Reputation: 11
I have a PID drawing (not a scanned copy) in pdf. The pdf has layers of text, object, instrument lines etc. I can see the layers. My objective is to copy the text part and process it as per requirement. However, i am not able to copy any of the text through normal code. Is there a way to do it? Currently, I am using a simple code of opening the pdf and then sending keys ctrl+a and ctrl+c.
Upvotes: 1
Views: 580
Reputation: 9032
Or, if you insist on doing it the current way, here's a java implementation:
Desktop.getDesktop().open(new File("C:\\Users\\Joris Schellekens\\Desktop\\pdfs\\30.pdf"));
Thread.sleep(5000);
Robot robot = new Robot();
robot.delay(1000);
// press CTRL+A
robot.keyPress(KeyEvent.VK_CONTROL);
robot.keyPress(VK_A);
robot.keyRelease(VK_A);
robot.keyRelease(KeyEvent.VK_CONTROL);
// press CTRL+C
robot.keyPress(KeyEvent.VK_CONTROL);
robot.keyPress(VK_C);
robot.keyRelease(VK_C);
robot.keyRelease(KeyEvent.VK_CONTROL);
// open empty file
Runtime.getRuntime().exec("notepad.exe");
Thread.sleep(5000);
// press CTRL+V
robot.keyPress(KeyEvent.VK_CONTROL);
robot.keyPress(VK_V);
robot.keyRelease(VK_V);
robot.keyRelease(KeyEvent.VK_CONTROL);
For performance reasons, I'd time how long it takes to open the document, and how long it takes to open notepad.
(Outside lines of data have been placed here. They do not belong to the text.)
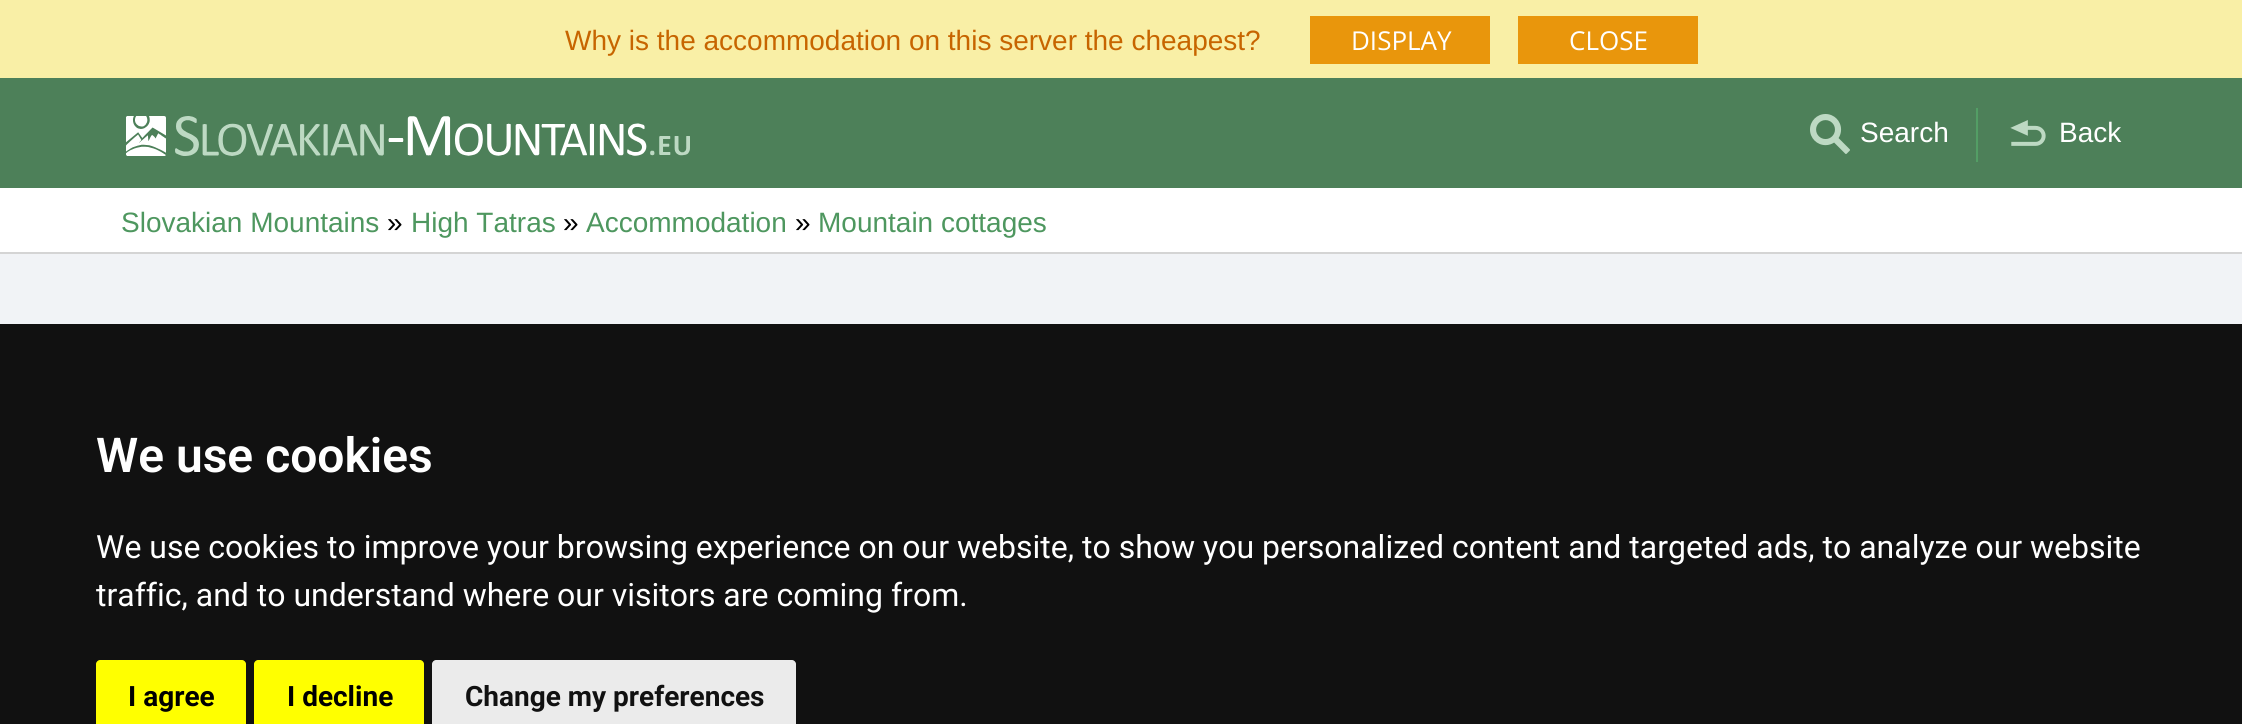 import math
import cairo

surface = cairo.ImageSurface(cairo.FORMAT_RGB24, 2242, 724)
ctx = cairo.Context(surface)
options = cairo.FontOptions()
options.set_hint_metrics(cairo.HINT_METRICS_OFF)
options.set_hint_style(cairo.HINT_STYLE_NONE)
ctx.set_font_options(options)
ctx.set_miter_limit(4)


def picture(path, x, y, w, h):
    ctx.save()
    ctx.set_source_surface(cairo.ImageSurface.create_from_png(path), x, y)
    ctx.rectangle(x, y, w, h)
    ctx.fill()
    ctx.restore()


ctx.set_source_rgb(0.945, 0.953, 0.961)
ctx.paint()
ctx.set_source_rgb(0.976, 0.937, 0.651)
ctx.rectangle(0, 0, 2242, 78)
ctx.fill()
ctx.select_font_face("Liberation Sans")
ctx.set_font_size(28)
ctx.set_source_rgb(0.78, 0.396, 0)
ctx.move_to(565, 50)
ctx.show_text("Why is the accommodation on this server the cheapest?")
ctx.set_source_rgb(0.914, 0.588, 0.047)
ctx.rectangle(1310, 16, 180, 48)
ctx.fill()
ctx.select_font_face("Open Sans")
ctx.set_font_size(26)
ctx.set_source_rgb(1, 1, 1)
ctx.move_to(1351, 50)
ctx.show_text("DISPLAY")
ctx.set_source_rgb(0.914, 0.588, 0.047)
ctx.rectangle(1518, 16, 180, 48)
ctx.fill()
ctx.set_source_rgb(1, 1, 1)
ctx.move_to(1569, 50)
ctx.show_text("CLOSE")
ctx.set_source_rgb(0.302, 0.502, 0.349)
ctx.rectangle(0, 78, 2242, 110)
ctx.fill()
picture("img1.png", 126, 116, 564, 40)
picture("img2.png", 1810, 114, 40, 40)
ctx.select_font_face("Liberation Sans")
ctx.set_font_size(28)
ctx.set_source_rgb(1, 1, 1)
ctx.move_to(1860, 142)
ctx.show_text("Search")
ctx.set_source_rgb(0.325, 0.62, 0.396)
ctx.rectangle(1976, 108, 2, 54)
ctx.fill()
picture("img3.png", 2010, 120, 36, 26)
ctx.set_source_rgb(1, 1, 1)
ctx.move_to(2059, 142)
ctx.show_text("Back")
ctx.rectangle(0, 188, 2242, 64)
ctx.fill()
ctx.set_source_rgb(0.831, 0.831, 0.831)
ctx.rectangle(0, 252, 2242, 2)
ctx.fill()
ctx.set_source_rgb(0.306, 0.592, 0.373)
ctx.move_to(121, 232)
ctx.show_text("Slovakian Mountains")
ctx.set_source_rgb(0, 0, 0)
ctx.move_to(387, 232)
ctx.show_text("»")
ctx.set_source_rgb(0.306, 0.592, 0.373)
ctx.move_to(411, 232)
ctx.show_text("High Tatras")
ctx.set_source_rgb(0, 0, 0)
ctx.move_to(563, 232)
ctx.show_text("»")
ctx.set_source_rgb(0.306, 0.592, 0.373)
ctx.move_to(586, 232)
ctx.show_text("Accommodation")
ctx.set_source_rgb(0, 0, 0)
ctx.move_to(795, 232)
ctx.show_text("»")
ctx.set_source_rgb(0.306, 0.592, 0.373)
ctx.move_to(818, 232)
ctx.show_text("Mountain cottages")
ctx.set_source_rgb(0.067, 0.067, 0.067)
ctx.rectangle(0, 324, 2242, 400)
ctx.fill()
ctx.select_font_face("Roboto SemiBold")
ctx.set_font_size(48)
ctx.set_source_rgb(1, 1, 1)
ctx.move_to(96, 472)
ctx.show_text("We use cookies")
ctx.select_font_face("Roboto")
ctx.set_font_size(32)
ctx.move_to(96, 558)
ctx.show_text("We use cookies to improve your browsing experience on our website, to show you personalized content and targeted ads, to analyze our website")
ctx.move_to(96, 606)
ctx.show_text("traffic, and to understand where our visitors are coming from.")
ctx.set_source_rgb(1, 1, 0)
ctx.new_path()
ctx.move_to(100, 660)
ctx.line_to(242, 660)
ctx.curve_to(244, 660, 246, 662, 246, 664)
ctx.line_to(246, 724)
ctx.line_to(96, 724)
ctx.line_to(96, 664)
ctx.curve_to(96, 662, 98, 660, 100, 660)
ctx.close_path()
ctx.fill()
ctx.select_font_face("Roboto", cairo.FONT_SLANT_NORMAL, cairo.FONT_WEIGHT_BOLD)
ctx.set_font_size(28)
ctx.set_source_rgb(0, 0, 0)
ctx.move_to(128, 706)
ctx.show_text("I agree")
ctx.set_source_rgb(1, 1, 0)
ctx.new_path()
ctx.move_to(258, 660)
ctx.line_to(420, 660)
ctx.curve_to(422, 660, 424, 662, 424, 664)
ctx.line_to(424, 724)
ctx.line_to(254, 724)
ctx.line_to(254, 664)
ctx.curve_to(254, 662, 256, 660, 258, 660)
ctx.close_path()
ctx.fill()
ctx.set_source_rgb(0, 0, 0)
ctx.move_to(287, 706)
ctx.show_text("I decline")
ctx.set_source_rgb(0.918, 0.918, 0.918)
ctx.new_path()
ctx.move_to(436, 660)
ctx.line_to(792, 660)
ctx.curve_to(794, 660, 796, 662, 796, 664)
ctx.line_to(796, 724)
ctx.line_to(432, 724)
ctx.line_to(432, 664)
ctx.curve_to(432, 662, 434, 660, 436, 660)
ctx.close_path()
ctx.fill()
ctx.set_source_rgb(0.067, 0.067, 0.067)
ctx.move_to(465, 706)
ctx.show_text("Change my preferences")
surface.write_to_png("page.png") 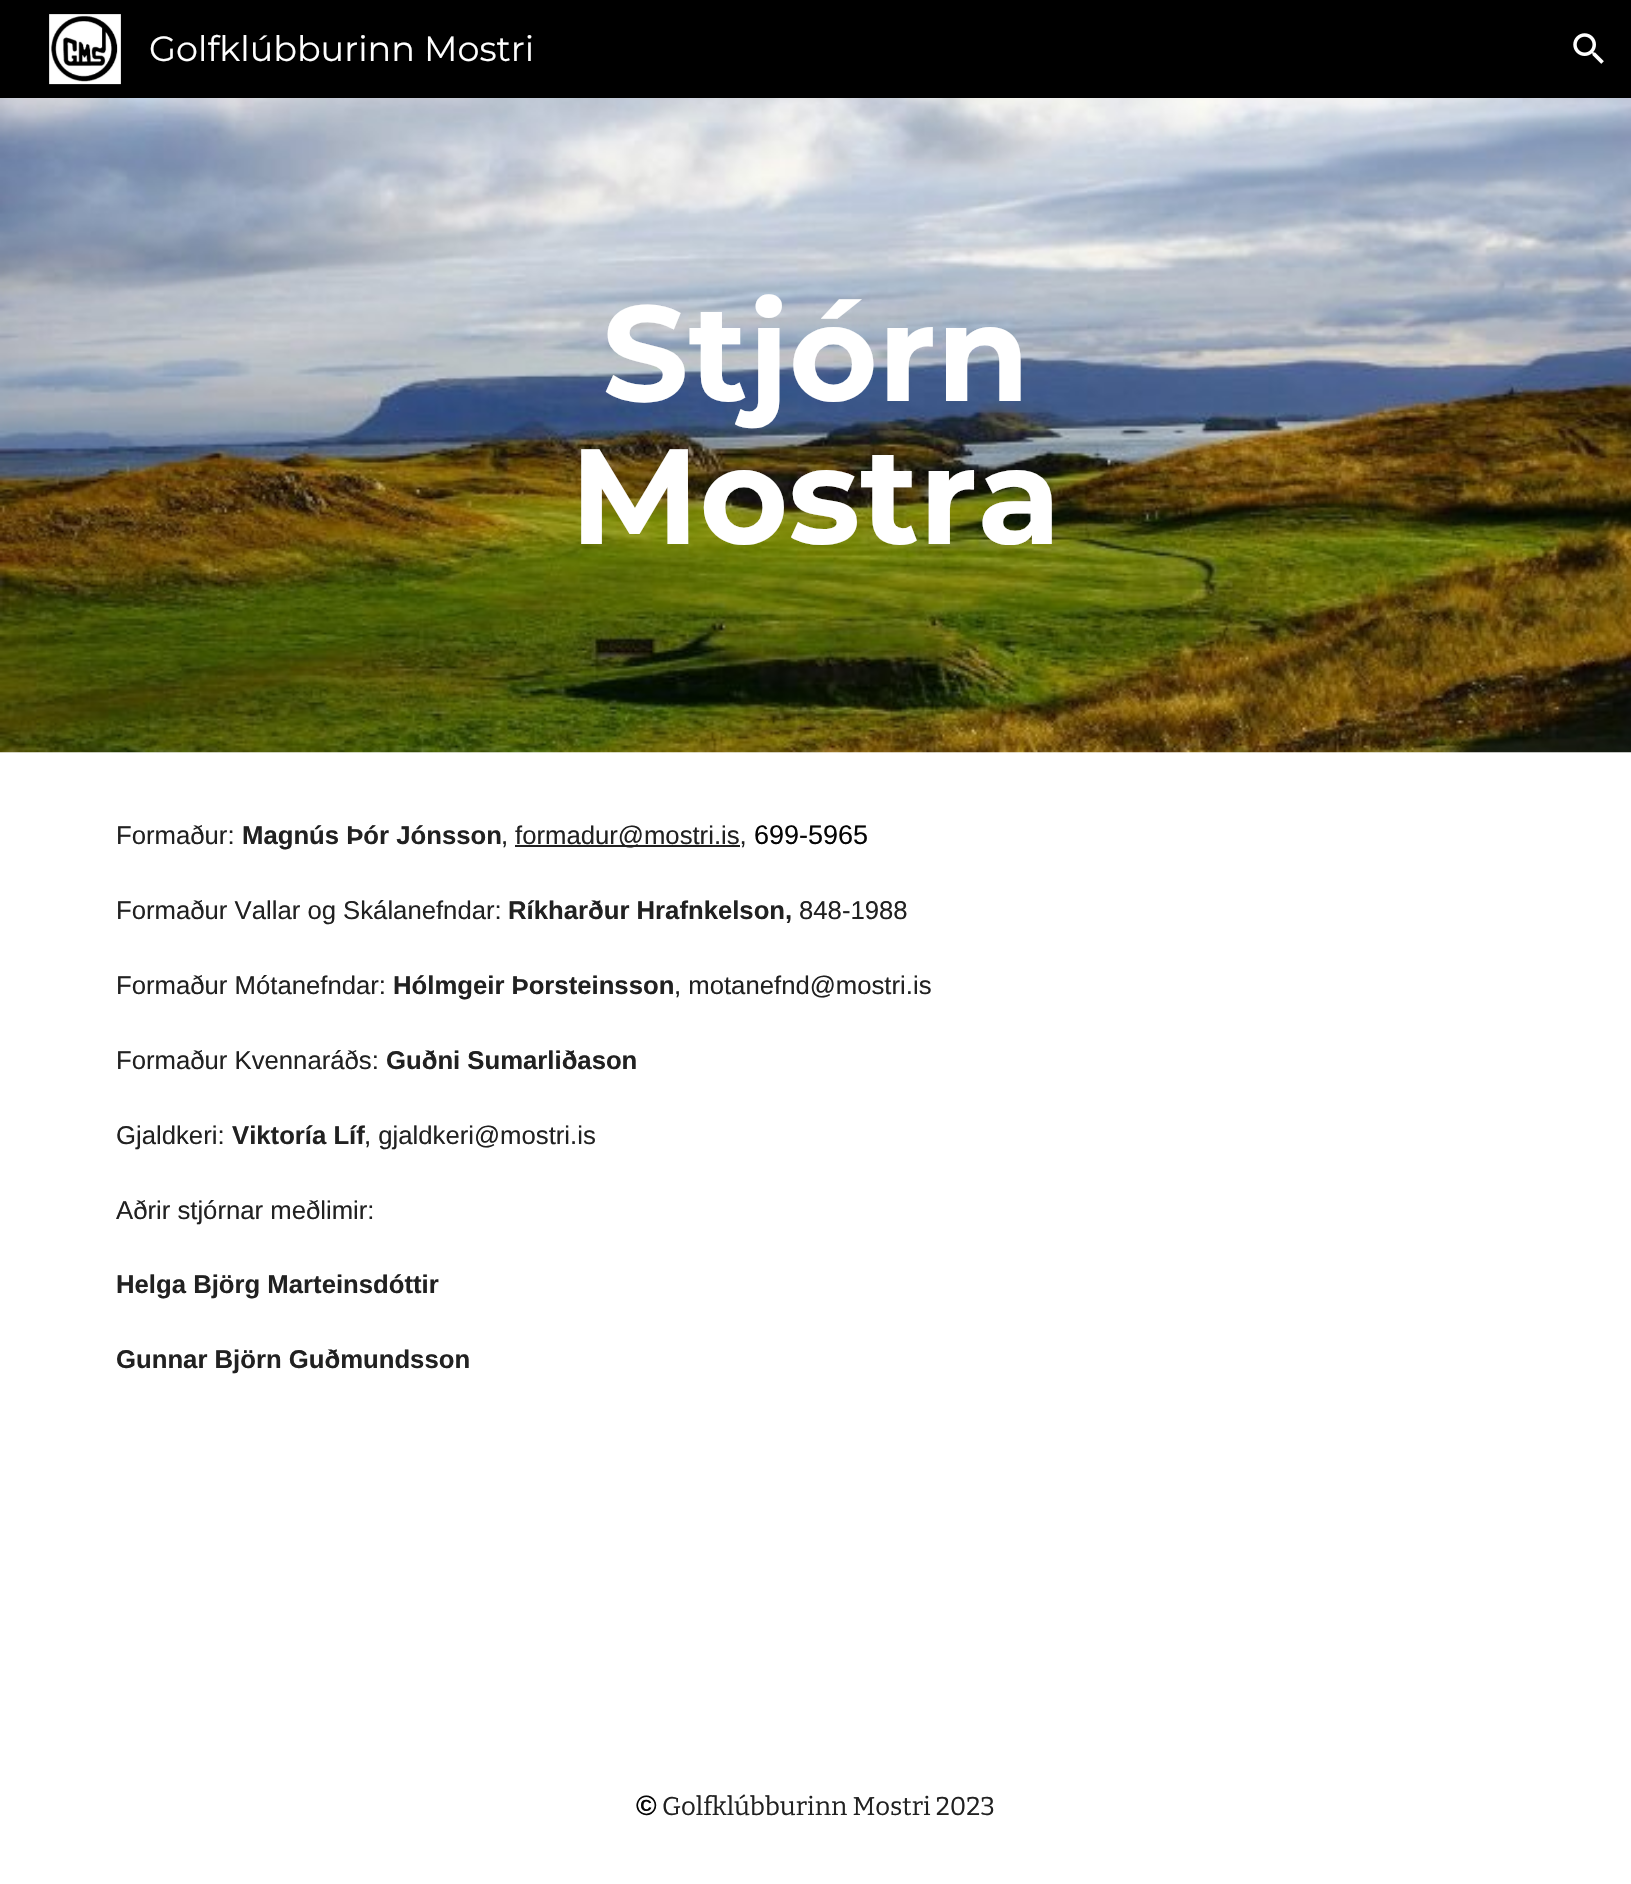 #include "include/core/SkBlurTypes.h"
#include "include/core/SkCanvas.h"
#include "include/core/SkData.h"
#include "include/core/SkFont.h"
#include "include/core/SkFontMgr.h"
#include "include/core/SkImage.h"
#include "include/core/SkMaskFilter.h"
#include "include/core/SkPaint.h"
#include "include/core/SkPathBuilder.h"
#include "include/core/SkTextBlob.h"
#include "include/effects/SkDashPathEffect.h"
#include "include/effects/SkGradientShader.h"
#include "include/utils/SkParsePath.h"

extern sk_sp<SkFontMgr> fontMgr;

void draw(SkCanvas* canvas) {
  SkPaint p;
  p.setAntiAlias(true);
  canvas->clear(SK_ColorWHITE);
  p.setColor(SK_ColorBLACK);
  canvas->drawRect(SkRect::MakeLTRB(0, 0, 1631, 98), p);
  canvas->drawImageRect(SkImages::DeferredFromEncodedData(SkData::MakeFromFileName("images/1.png")), SkRect::MakeLTRB(49, 14, 121, 85), SkSamplingOptions());
  canvas->drawImageRect(SkImages::DeferredFromEncodedData(SkData::MakeFromFileName("images/2.png")), SkRect::MakeLTRB(1573, 33, 1604, 64), SkSamplingOptions());
  canvas->drawImageRect(SkImages::DeferredFromEncodedData(SkData::MakeFromFileName("images/3.png")), SkRect::MakeLTRB(0, 98, 1631, 753), SkSamplingOptions());
  p.setColor(SkColorSetRGB(33, 33, 33));
  canvas->drawRect(SkRect::MakeLTRB(515, 845, 740, 847), p);
  SkFont font1(fontMgr->matchFamilyStyle("Montserrat", SkFontStyle::Normal()), 35);
  font1.setSubpixel(true);
  p.setColor(SK_ColorWHITE);
  canvas->drawString("Golfklúbburinn Mostri", 149, 61, font1, p);
  SkFont font2(fontMgr->matchFamilyStyle("Montserrat", SkFontStyle::Bold()), 135.5f);
  font2.setSubpixel(true);
  canvas->drawString("Stjórn", 602, 401, font2, p);
  canvas->drawString("Mostra", 570, 544, font2, p);
  SkFont font3(fontMgr->matchFamilyStyle("Liberation Sans", SkFontStyle::Normal()), 25.7f);
  font3.setSubpixel(true);
  p.setColor(SkColorSetRGB(33, 33, 33));
  canvas->drawString("Formaður:", 116, 844, font3, p);
  SkFont font4(fontMgr->matchFamilyStyle("Liberation Sans", SkFontStyle::Bold()), 25.7f);
  font4.setSubpixel(true);
  canvas->drawString("Magnús Þór Jónsson", 242, 844, font4, p);
  canvas->drawString(",", 501, 844, font3, p);
  canvas->drawString("formadur@mostri.is,", 515, 844, font3, p);
  SkFont font5(fontMgr->matchFamilyStyle("Liberation Sans", SkFontStyle::Normal()), 27);
  font5.setSubpixel(true);
  p.setColor(SkColorSetRGB(5, 5, 5));
  canvas->drawString("699-5965", 754, 844, font5, p);
  p.setColor(SkColorSetRGB(33, 33, 33));
  canvas->drawString("Formaður Vallar og Skálanefndar:", 116, 919, font3, p);
  canvas->drawString("Ríkharður Hrafnkelson,", 508, 919, font4, p);
  canvas->drawString("848-1988", 799, 919, font3, p);
  canvas->drawString("Formaður Mótanefndar:", 116, 994, font3, p);
  canvas->drawString("Hólmgeir Þorsteinsson", 393, 994, font4, p);
  canvas->drawString(", motanefnd@mostri.is", 674, 994, font3, p);
  canvas->drawString("Formaður Kvennaráðs:", 116, 1069, font3, p);
  canvas->drawString("Guðni Sumarliðason", 386, 1069, font4, p);
  canvas->drawString("Gjaldkeri:", 116, 1144, font3, p);
  canvas->drawString("Viktoría Líf", 232, 1144, font4, p);
  canvas->drawString(", gjaldkeri@mostri.is", 364, 1144, font3, p);
  canvas->drawString("Aðrir stjórnar meðlimir:", 116, 1219, font3, p);
  canvas->drawString("Helga Björg Marteinsdóttir", 116, 1293, font4, p);
  canvas->drawString("Gunnar Björn Guðmundsson", 116, 1368, font4, p);
  SkFont font6(fontMgr->matchFamilyStyle("Liberation Sans", SkFontStyle::Bold()), 28);
  font6.setSubpixel(true);
  p.setColor(SkColorSetRGB(5, 5, 5));
  canvas->drawString("©", 636, 1815, font6, p);
  SkFont font7(fontMgr->matchFamilyStyle("Bitter", SkFontStyle::Normal()), 25.7f);
  font7.setSubpixel(true);
  p.setColor(SkColorSetRGB(33, 33, 33));
  canvas->drawString("Golfklúbburinn Mostri 2023", 662, 1815, font7, p);
}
That way you're not wasting precious milliseconds waiting.
Upvotes: 7
Reputation: 9032
Consider using iText. It allows you to read a pdf document (from a file, a generic inputstream, byte[]), and has methods to enable text extraction. With some tweaking you can easily extract the locations of the text as well.
Upvotes: 3